Chi fa un lavoro più gravoso e usurante ha maggiori probabilità di ammalarsi di chi svolge un lavoro più tranquillo e fisicamente meno faticoso. Chi percepisce uno stipendio alto ha più possibilità di accedere a cure e fare esami diagnostici anche in cliniche private. Di conseguenza il nostro lavoro incide anche sulla durata della nostra vita.

Ecco perché il nostro sistema previdenziale non è equo

L’istituto di previdenza sociale ha puntato il dito contro l’iniquità del sistema previdenziale italiano che non terrebbe in dovuto conto la differenza dell’aspettativa di vita media a seconda del diverso mestiere che si svolge.

Il sistema previdenziale non è equo
Il sistema previdenziale non tiene conto di differenze importanti/ Lafuriaumana.it

Dai dati presentati dall’Inps, un operaio, in media, vive 5 anni in meno di un dirigente. Di conseguenza un operaio, a parità di età e di anni di contributi, si godrà la propria pensione per meno tempo di un dirigente. Queste diseguaglianze sono ulteriormente ampliate dal fatto che, in base a quanto stabilito dalla legge Fornero, per poter andare in pensione a 67 anni bisogna non solo avere almeno 20 anni di contributi ma è necessario anche aver maturato un assegno previdenziale pari almeno a 1,5 volte l’importo dell’Assegno sociale.

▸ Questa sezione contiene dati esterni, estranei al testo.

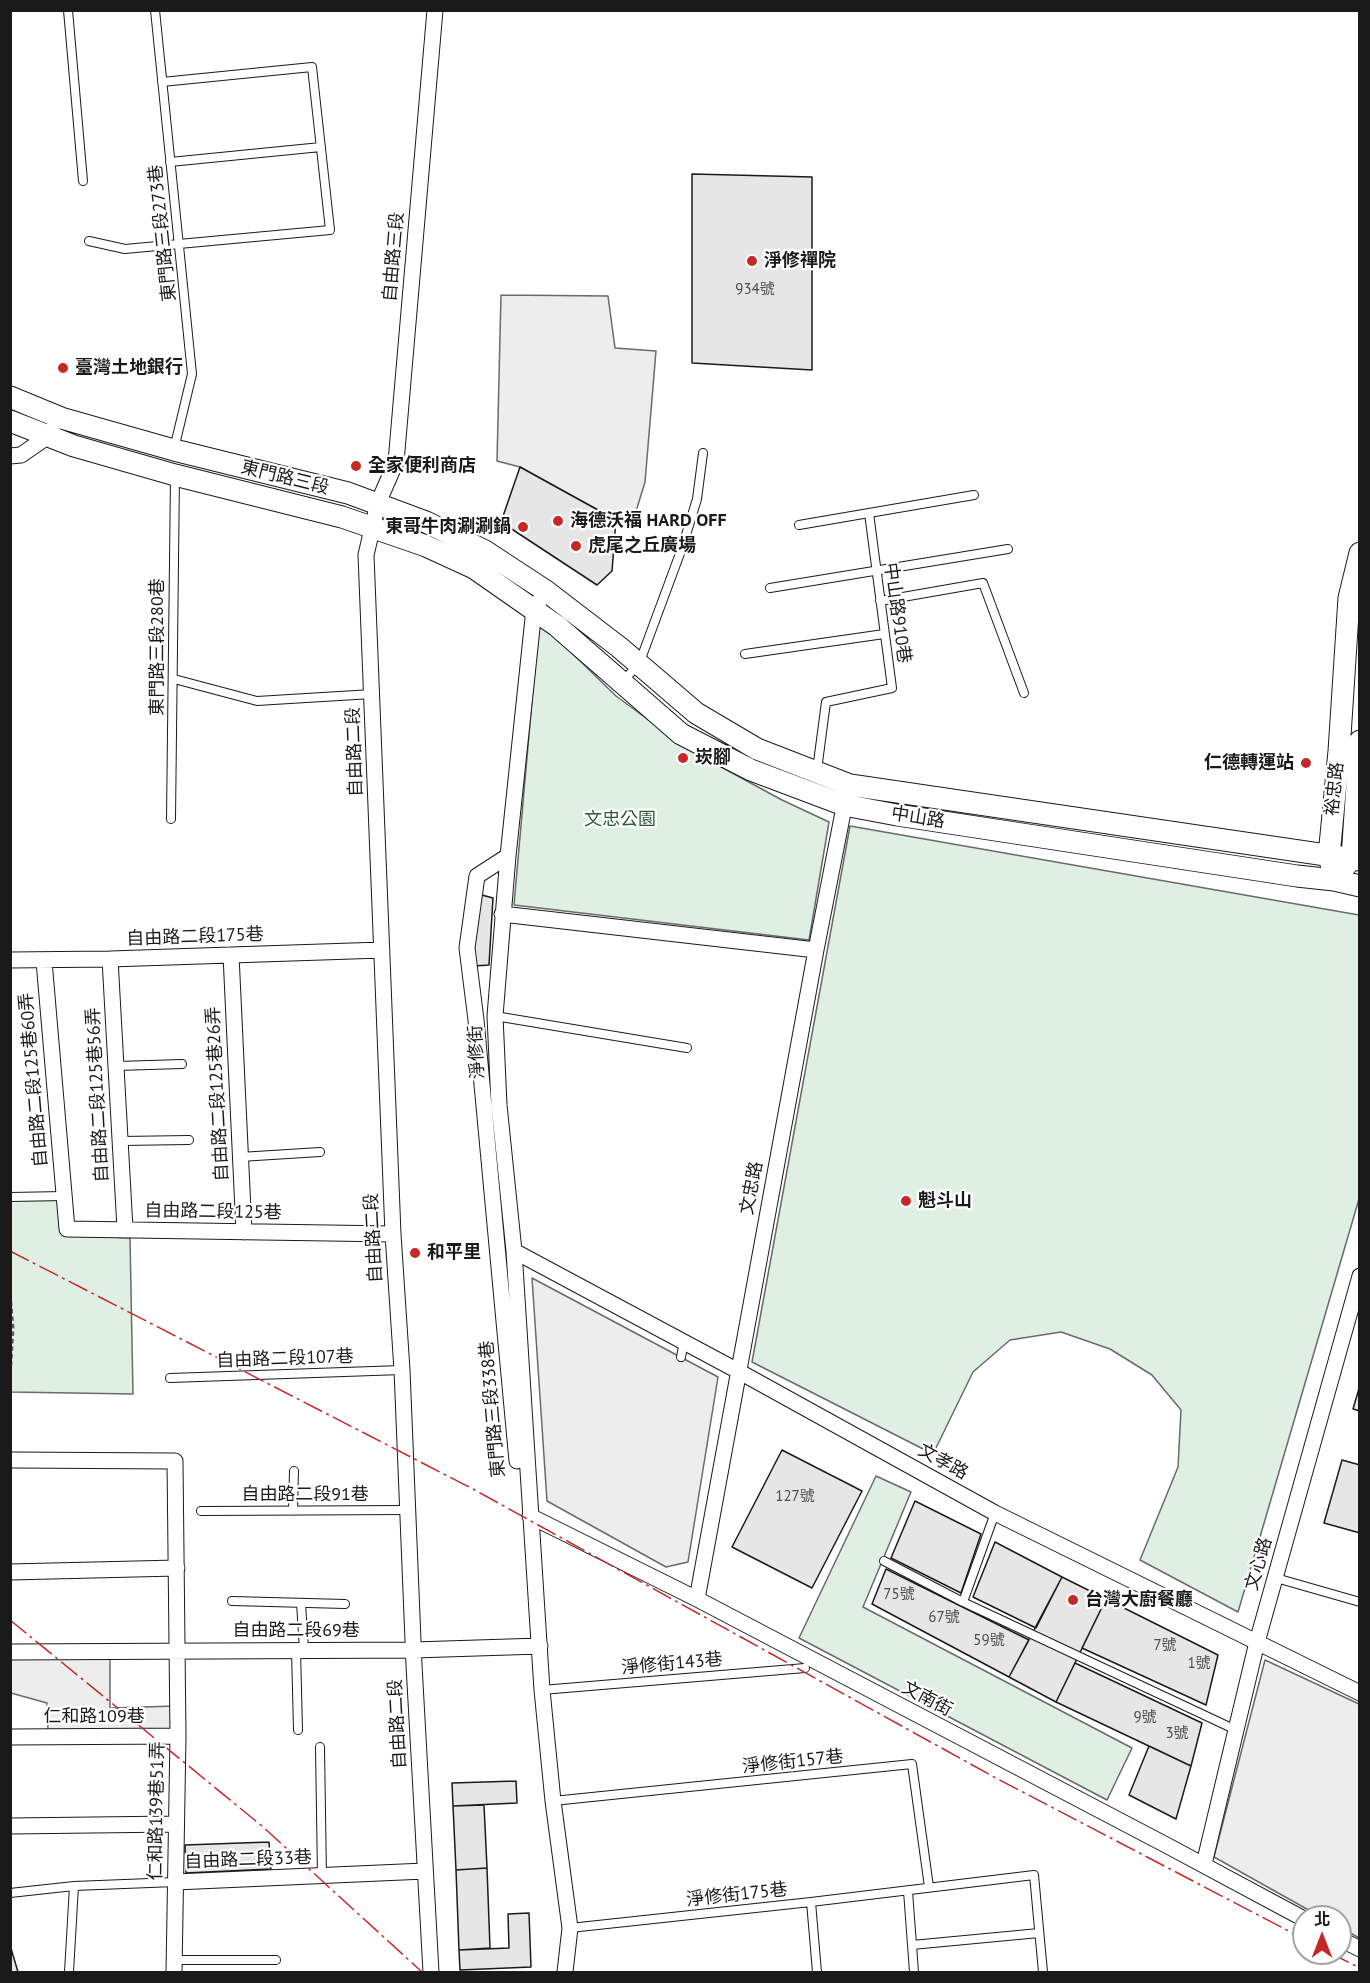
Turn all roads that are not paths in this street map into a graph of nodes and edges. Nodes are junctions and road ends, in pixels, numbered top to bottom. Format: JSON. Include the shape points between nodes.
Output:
{"nodes":[{"id":1,"x":68,"y":10,"type":"edge"},
{"id":2,"x":155,"y":10,"type":"edge"},
{"id":3,"x":435,"y":10,"type":"edge"},
{"id":4,"x":162,"y":82,"type":"junction"},
{"id":5,"x":321,"y":147,"type":"junction"},
{"id":6,"x":170,"y":162,"type":"junction"},
{"id":7,"x":83,"y":181,"type":"dead end"},
{"id":8,"x":89,"y":241,"type":"dead end"},
{"id":9,"x":178,"y":243,"type":"junction"},
{"id":10,"x":10,"y":397,"type":"edge"},
{"id":11,"x":61,"y":418,"type":"junction"},
{"id":12,"x":10,"y":421,"type":"edge"},
{"id":13,"x":47,"y":436,"type":"junction"},
{"id":14,"x":174,"y":450,"type":"junction"},
{"id":15,"x":703,"y":453,"type":"dead end"},
{"id":16,"x":10,"y":456,"type":"edge"},
{"id":17,"x":175,"y":475,"type":"junction"},
{"id":18,"x":974,"y":495,"type":"dead end"},
{"id":19,"x":378,"y":503,"type":"junction"},
{"id":20,"x":869,"y":513,"type":"junction"},
{"id":21,"x":799,"y":525,"type":"dead end"},
{"id":22,"x":371,"y":526,"type":"junction"},
{"id":23,"x":1008,"y":549,"type":"dead end"},
{"id":24,"x":1359,"y":553,"type":"edge"},
{"id":25,"x":876,"y":569,"type":"junction"},
{"id":26,"x":770,"y":588,"type":"dead end"},
{"id":27,"x":546,"y":591,"type":"junction"},
{"id":28,"x":880,"y":601,"type":"junction"},
{"id":29,"x":534,"y":609,"type":"junction"},
{"id":30,"x":884,"y":634,"type":"junction"},
{"id":31,"x":745,"y":654,"type":"dead end"},
{"id":32,"x":639,"y":664,"type":"junction"},
{"id":33,"x":174,"y":679,"type":"junction"},
{"id":34,"x":621,"y":683,"type":"junction"},
{"id":35,"x":1024,"y":693,"type":"dead end"},
{"id":36,"x":372,"y":694,"type":"junction"},
{"id":37,"x":1359,"y":741,"type":"edge"},
{"id":38,"x":1349,"y":751,"type":"edge"},
{"id":39,"x":817,"y":772,"type":"junction"},
{"id":40,"x":850,"y":784,"type":"junction"},
{"id":41,"x":844,"y":805,"type":"junction"},
{"id":42,"x":171,"y":819,"type":"dead end"},
{"id":43,"x":508,"y":855,"type":"junction"},
{"id":44,"x":1329,"y":855,"type":"junction"},
{"id":45,"x":1356,"y":859,"type":"edge"},
{"id":46,"x":1334,"y":880,"type":"junction"},
{"id":47,"x":1359,"y":886,"type":"edge"},
{"id":48,"x":502,"y":914,"type":"junction"},
{"id":49,"x":382,"y":950,"type":"junction"},
{"id":50,"x":816,"y":950,"type":"junction"},
{"id":51,"x":231,"y":955,"type":"junction"},
{"id":52,"x":110,"y":959,"type":"junction"},
{"id":53,"x":10,"y":960,"type":"edge"},
{"id":54,"x":44,"y":961,"type":"junction"},
{"id":55,"x":495,"y":1016,"type":"junction"},
{"id":56,"x":687,"y":1048,"type":"dead end"},
{"id":57,"x":182,"y":1064,"type":"dead end"},
{"id":58,"x":117,"y":1066,"type":"junction"},
{"id":59,"x":189,"y":1140,"type":"dead end"},
{"id":60,"x":121,"y":1141,"type":"junction"},
{"id":61,"x":320,"y":1152,"type":"dead end"},
{"id":62,"x":240,"y":1157,"type":"junction"},
{"id":63,"x":64,"y":1196,"type":"junction"},
{"id":64,"x":10,"y":1197,"type":"edge"},
{"id":65,"x":124,"y":1230,"type":"junction"},
{"id":66,"x":244,"y":1232,"type":"junction"},
{"id":67,"x":393,"y":1234,"type":"junction"},
{"id":68,"x":514,"y":1251,"type":"junction"},
{"id":69,"x":1359,"y":1275,"type":"edge"},
{"id":70,"x":402,"y":1370,"type":"junction"},
{"id":71,"x":738,"y":1371,"type":"junction"},
{"id":72,"x":170,"y":1378,"type":"dead end"},
{"id":73,"x":10,"y":1460,"type":"edge"},
{"id":74,"x":294,"y":1470,"type":"dead end"},
{"id":75,"x":293,"y":1510,"type":"junction"},
{"id":76,"x":409,"y":1510,"type":"junction"},
{"id":77,"x":201,"y":1511,"type":"dead end"},
{"id":78,"x":995,"y":1513,"type":"junction"},
{"id":79,"x":531,"y":1516,"type":"junction"},
{"id":80,"x":884,"y":1562,"type":"dead end"},
{"id":81,"x":177,"y":1568,"type":"junction"},
{"id":82,"x":10,"y":1572,"type":"edge"},
{"id":83,"x":1276,"y":1578,"type":"junction"},
{"id":84,"x":697,"y":1599,"type":"junction"},
{"id":85,"x":232,"y":1601,"type":"dead end"},
{"id":86,"x":963,"y":1602,"type":"junction"},
{"id":87,"x":1359,"y":1602,"type":"edge"},
{"id":88,"x":300,"y":1603,"type":"junction"},
{"id":89,"x":345,"y":1604,"type":"dead end"},
{"id":90,"x":1257,"y":1642,"type":"junction"},
{"id":91,"x":540,"y":1646,"type":"junction"},
{"id":92,"x":300,"y":1650,"type":"junction"},
{"id":93,"x":414,"y":1650,"type":"junction"},
{"id":94,"x":178,"y":1651,"type":"junction"},
{"id":95,"x":10,"y":1652,"type":"edge"},
{"id":96,"x":805,"y":1668,"type":"dead end"},
{"id":97,"x":542,"y":1690,"type":"junction"},
{"id":98,"x":1359,"y":1693,"type":"edge"},
{"id":99,"x":298,"y":1730,"type":"dead end"},
{"id":100,"x":1236,"y":1730,"type":"junction"},
{"id":101,"x":178,"y":1736,"type":"junction"},
{"id":102,"x":10,"y":1737,"type":"edge"},
{"id":103,"x":320,"y":1747,"type":"dead end"},
{"id":104,"x":553,"y":1801,"type":"junction"},
{"id":105,"x":175,"y":1824,"type":"junction"},
{"id":106,"x":10,"y":1826,"type":"edge"},
{"id":107,"x":1204,"y":1864,"type":"junction"},
{"id":108,"x":425,"y":1871,"type":"junction"},
{"id":109,"x":322,"y":1877,"type":"junction"},
{"id":110,"x":175,"y":1882,"type":"junction"},
{"id":111,"x":74,"y":1886,"type":"junction"},
{"id":112,"x":929,"y":1887,"type":"junction"},
{"id":113,"x":908,"y":1891,"type":"junction"},
{"id":114,"x":10,"y":1893,"type":"edge"},
{"id":115,"x":811,"y":1902,"type":"junction"},
{"id":116,"x":1292,"y":1912,"type":"edge"},
{"id":117,"x":570,"y":1928,"type":"junction"},
{"id":118,"x":1039,"y":1933,"type":"junction"},
{"id":119,"x":912,"y":1945,"type":"junction"},
{"id":120,"x":276,"y":1960,"type":"dead end"},
{"id":121,"x":174,"y":1966,"type":"edge"},
{"id":122,"x":69,"y":1972,"type":"edge"},
{"id":123,"x":431,"y":1972,"type":"edge"},
{"id":124,"x":565,"y":1972,"type":"edge"},
{"id":125,"x":817,"y":1972,"type":"edge"},
{"id":126,"x":914,"y":1972,"type":"edge"},
{"id":127,"x":1043,"y":1972,"type":"edge"}],
"edges":[{"from":1,"to":7,"type":"lane"},
{"from":2,"to":4,"type":"lane","name":"東門路三段273巷"},
{"from":3,"to":19,"type":"street","name":"自由路三段","via":[[396,462]]},
{"from":4,"to":5,"type":"lane","via":[[312,66]]},
{"from":4,"to":6,"type":"lane","name":"東門路三段273巷"},
{"from":5,"to":6,"type":"lane"},
{"from":5,"to":9,"type":"lane","via":[[330,230]]},
{"from":6,"to":9,"type":"lane","name":"東門路三段273巷"},
{"from":8,"to":9,"type":"lane","via":[[125,249]]},
{"from":9,"to":14,"type":"lane","name":"東門路三段273巷","via":[[192,374]]},
{"from":10,"to":11,"type":"main road","name":"東門路三段"},
{"from":11,"to":13,"type":"street"},
{"from":11,"to":14,"type":"main road","name":"東門路三段"},
{"from":12,"to":13,"type":"main road","name":"東門路三段"},
{"from":13,"to":16,"type":"street","via":[[21,454]]},
{"from":13,"to":17,"type":"main road","name":"東門路三段"},
{"from":14,"to":19,"type":"main road","name":"東門路三段"},
{"from":15,"to":32,"type":"lane","via":[[697,499]]},
{"from":17,"to":22,"type":"main road","name":"東門路三段"},
{"from":17,"to":33,"type":"lane","name":"東門路三段280巷"},
{"from":18,"to":20,"type":"lane"},
{"from":19,"to":22,"type":"street","name":"自由路二段"},
{"from":19,"to":27,"type":"main road","name":"東門路三段","via":[[485,551]]},
{"from":20,"to":21,"type":"lane"},
{"from":20,"to":25,"type":"lane","name":"中山路910巷"},
{"from":22,"to":29,"type":"main road","name":"東門路三段","via":[[474,568]]},
{"from":22,"to":36,"type":"street","name":"自由路二段","via":[[366,555]]},
{"from":23,"to":25,"type":"lane"},
{"from":24,"to":38,"type":"main road","name":"裕忠路","via":[[1349,598]]},
{"from":25,"to":26,"type":"lane"},
{"from":25,"to":28,"type":"lane","name":"中山路910巷"},
{"from":27,"to":29,"type":"street","name":"淨修街"},
{"from":27,"to":32,"type":"main road","name":"中山路"},
{"from":28,"to":30,"type":"lane","name":"中山路910巷"},
{"from":28,"to":35,"type":"lane","via":[[983,583]]},
{"from":29,"to":34,"type":"main road","name":"中山路"},
{"from":29,"to":43,"type":"street","name":"淨修街"},
{"from":30,"to":31,"type":"lane"},
{"from":30,"to":39,"type":"lane","name":"中山路910巷","via":[[892,688],[826,702]]},
{"from":32,"to":34,"type":"lane"},
{"from":32,"to":39,"type":"main road","name":"中山路","via":[[696,713],[757,749]]},
{"from":33,"to":36,"type":"lane","via":[[257,701]]},
{"from":33,"to":42,"type":"lane","name":"東門路三段280巷"},
{"from":34,"to":41,"type":"main road","name":"中山路","via":[[681,734],[751,771]]},
{"from":36,"to":49,"type":"street","name":"自由路二段"},
{"from":37,"to":38,"type":"main road","name":"裕忠路"},
{"from":38,"to":44,"type":"main road","name":"裕忠路"},
{"from":38,"to":45,"type":"main road","name":"裕忠路"},
{"from":39,"to":40,"type":"main road","name":"中山路"},
{"from":40,"to":41,"type":"street","name":"文忠路"},
{"from":40,"to":44,"type":"main road","name":"中山路"},
{"from":41,"to":46,"type":"main road","name":"中山路"},
{"from":41,"to":50,"type":"street","name":"文忠路"},
{"from":43,"to":48,"type":"street","name":"淨修街"},
{"from":43,"to":79,"type":"street","name":"東門路三段338巷","via":[[477,876],[467,948],[521,1498]]},
{"from":44,"to":45,"type":"main road","name":"中山路"},
{"from":44,"to":46,"type":"main road","name":"裕忠路"},
{"from":45,"to":46,"type":"main road"},
{"from":46,"to":47,"type":"main road","name":"中山路"},
{"from":48,"to":50,"type":"street"},
{"from":48,"to":55,"type":"street","name":"淨修街"},
{"from":49,"to":51,"type":"street","name":"自由路二段175巷"},
{"from":49,"to":67,"type":"street","name":"自由路二段"},
{"from":50,"to":71,"type":"street","name":"文忠路"},
{"from":51,"to":52,"type":"street","name":"自由路二段175巷"},
{"from":51,"to":62,"type":"street","name":"自由路二段125巷26弄"},
{"from":52,"to":54,"type":"street","name":"自由路二段175巷"},
{"from":52,"to":58,"type":"street","name":"自由路二段125巷56弄"},
{"from":53,"to":54,"type":"street","name":"自由路二段175巷"},
{"from":54,"to":63,"type":"street","name":"自由路二段125巷60弄"},
{"from":55,"to":56,"type":"lane"},
{"from":55,"to":68,"type":"street","name":"淨修街","via":[[499,1105]]},
{"from":57,"to":58,"type":"lane"},
{"from":58,"to":60,"type":"street","name":"自由路二段125巷56弄"},
{"from":59,"to":60,"type":"lane"},
{"from":60,"to":65,"type":"street","name":"自由路二段125巷56弄"},
{"from":61,"to":62,"type":"lane"},
{"from":62,"to":66,"type":"street","name":"自由路二段125巷26弄"},
{"from":63,"to":64,"type":"lane"},
{"from":63,"to":65,"type":"street","name":"自由路二段125巷","via":[[67,1229]]},
{"from":65,"to":66,"type":"street","name":"自由路二段125巷"},
{"from":66,"to":67,"type":"street","name":"自由路二段125巷"},
{"from":67,"to":70,"type":"street","name":"自由路二段"},
{"from":68,"to":71,"type":"street","name":"文孝路","via":[[683,1350]]},
{"from":68,"to":79,"type":"street","name":"淨修街"},
{"from":69,"to":83,"type":"street","name":"文心路"},
{"from":70,"to":72,"type":"lane","name":"自由路二段107巷"},
{"from":70,"to":76,"type":"street","name":"自由路二段"},
{"from":71,"to":78,"type":"street","name":"文孝路"},
{"from":71,"to":84,"type":"street","name":"文忠路"},
{"from":73,"to":81,"type":"street","name":"仁和路139巷51弄","via":[[175,1461]]},
{"from":74,"to":75,"type":"lane"},
{"from":75,"to":76,"type":"lane","name":"自由路二段91巷"},
{"from":75,"to":77,"type":"lane","name":"自由路二段91巷"},
{"from":76,"to":93,"type":"street","name":"自由路二段"},
{"from":78,"to":86,"type":"lane"},
{"from":78,"to":90,"type":"street","name":"文孝路"},
{"from":79,"to":84,"type":"street","name":"文南街"},
{"from":79,"to":91,"type":"street","name":"東門路三段338巷"},
{"from":80,"to":86,"type":"lane"},
{"from":81,"to":82,"type":"street"},
{"from":81,"to":94,"type":"street","name":"仁和路139巷51弄"},
{"from":83,"to":87,"type":"lane"},
{"from":83,"to":90,"type":"street","name":"文心路"},
{"from":84,"to":107,"type":"street","name":"文南街"},
{"from":85,"to":88,"type":"lane"},
{"from":86,"to":100,"type":"lane"},
{"from":88,"to":89,"type":"lane"},
{"from":88,"to":92,"type":"lane"},
{"from":90,"to":98,"type":"street","name":"文孝路","via":[[1318,1679]]},
{"from":90,"to":100,"type":"street","name":"文心路"},
{"from":91,"to":93,"type":"street","name":"自由路二段69巷"},
{"from":91,"to":97,"type":"street","name":"東門路三段338巷"},
{"from":92,"to":93,"type":"street","name":"自由路二段69巷"},
{"from":92,"to":94,"type":"street","name":"自由路二段69巷"},
{"from":92,"to":99,"type":"lane"},
{"from":93,"to":108,"type":"street","name":"自由路二段"},
{"from":94,"to":95,"type":"street","name":"自由路二段69巷"},
{"from":94,"to":101,"type":"street","name":"仁和路139巷51弄"},
{"from":96,"to":97,"type":"lane","name":"淨修街143巷"},
{"from":97,"to":104,"type":"street","name":"東門路三段338巷"},
{"from":100,"to":107,"type":"street","name":"文心路","via":[[1224,1801]]},
{"from":101,"to":102,"type":"street","name":"仁和路109巷"},
{"from":101,"to":105,"type":"street","name":"仁和路139巷51弄"},
{"from":103,"to":109,"type":"lane","name":"自由路二段33巷"},
{"from":104,"to":112,"type":"lane","name":"淨修街157巷","via":[[912,1764]]},
{"from":104,"to":117,"type":"street","name":"東門路三段338巷"},
{"from":105,"to":106,"type":"street"},
{"from":105,"to":110,"type":"street","name":"仁和路139巷51弄"},
{"from":107,"to":116,"type":"street","name":"文南街"},
{"from":108,"to":109,"type":"street","name":"自由路二段33巷"},
{"from":108,"to":123,"type":"street","name":"自由路二段"},
{"from":109,"to":110,"type":"street","name":"自由路二段33巷"},
{"from":110,"to":111,"type":"lane"},
{"from":110,"to":121,"type":"street","name":"仁和路139巷51弄"},
{"from":111,"to":114,"type":"lane"},
{"from":111,"to":122,"type":"lane"},
{"from":112,"to":113,"type":"lane","name":"淨修街175巷"},
{"from":112,"to":118,"type":"lane","name":"淨修街175巷","via":[[1034,1875]]},
{"from":113,"to":115,"type":"lane","name":"淨修街175巷"},
{"from":113,"to":119,"type":"lane"},
{"from":115,"to":117,"type":"lane","name":"淨修街175巷"},
{"from":115,"to":125,"type":"lane"},
{"from":117,"to":124,"type":"street","name":"東門路三段338巷"},
{"from":118,"to":119,"type":"lane"},
{"from":118,"to":127,"type":"lane","name":"淨修街175巷"},
{"from":119,"to":126,"type":"lane"},
{"from":120,"to":121,"type":"lane"}]}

Ma l’importo dell’assegno previdenziale, dalla riforma Dini in poi, si basa unicamente sui contributi versati. In pratica un lavoratore ogni mese versa il 33% del suo stipendio in contributi: va da sé che chi guadagna poco verserà meno di chi guadagna molto. Alla fine della carriera lavorativa, la somma dei contributi viene moltiplicata per un coefficiente di trasformazione che cresce con l’aumentare dell’età. Se il risultato ottenuto non è pari almeno a 1,5 volte l’importo dell’Assegno sociale, una persona non potrà andare in pensione nemmeno a 67 anni ma dovrà attendere fino a 71.

Di conseguenza chi guadagna poco sarà costretto a lavorare di più di chi guadagna molto. Chi guadagna molto potrà andare in pensione a soli 64 anni con 20 anni di contributi se il suo assegno previdenziale sarà pari almeno a 2,8 volte l’assegno sociale. Dunque un operaio potrebbe dover attendere 71 anni per andare in pensione mentre un dirigente potrà andarci a 64: ben 7 anni di differenza.

Se a questo aggiungiamo che un operaio, in media, vive 5 anni meno di un dirigente, la conseguenza è che un operaio potrà godere della propria pensione per circa 12 anni meno di un dirigente. La soluzione? Sicuramente il superamento della legge Fornero e poi rivedere i coefficienti di trasformazione anche sulla base del lavoro che una persona svolge.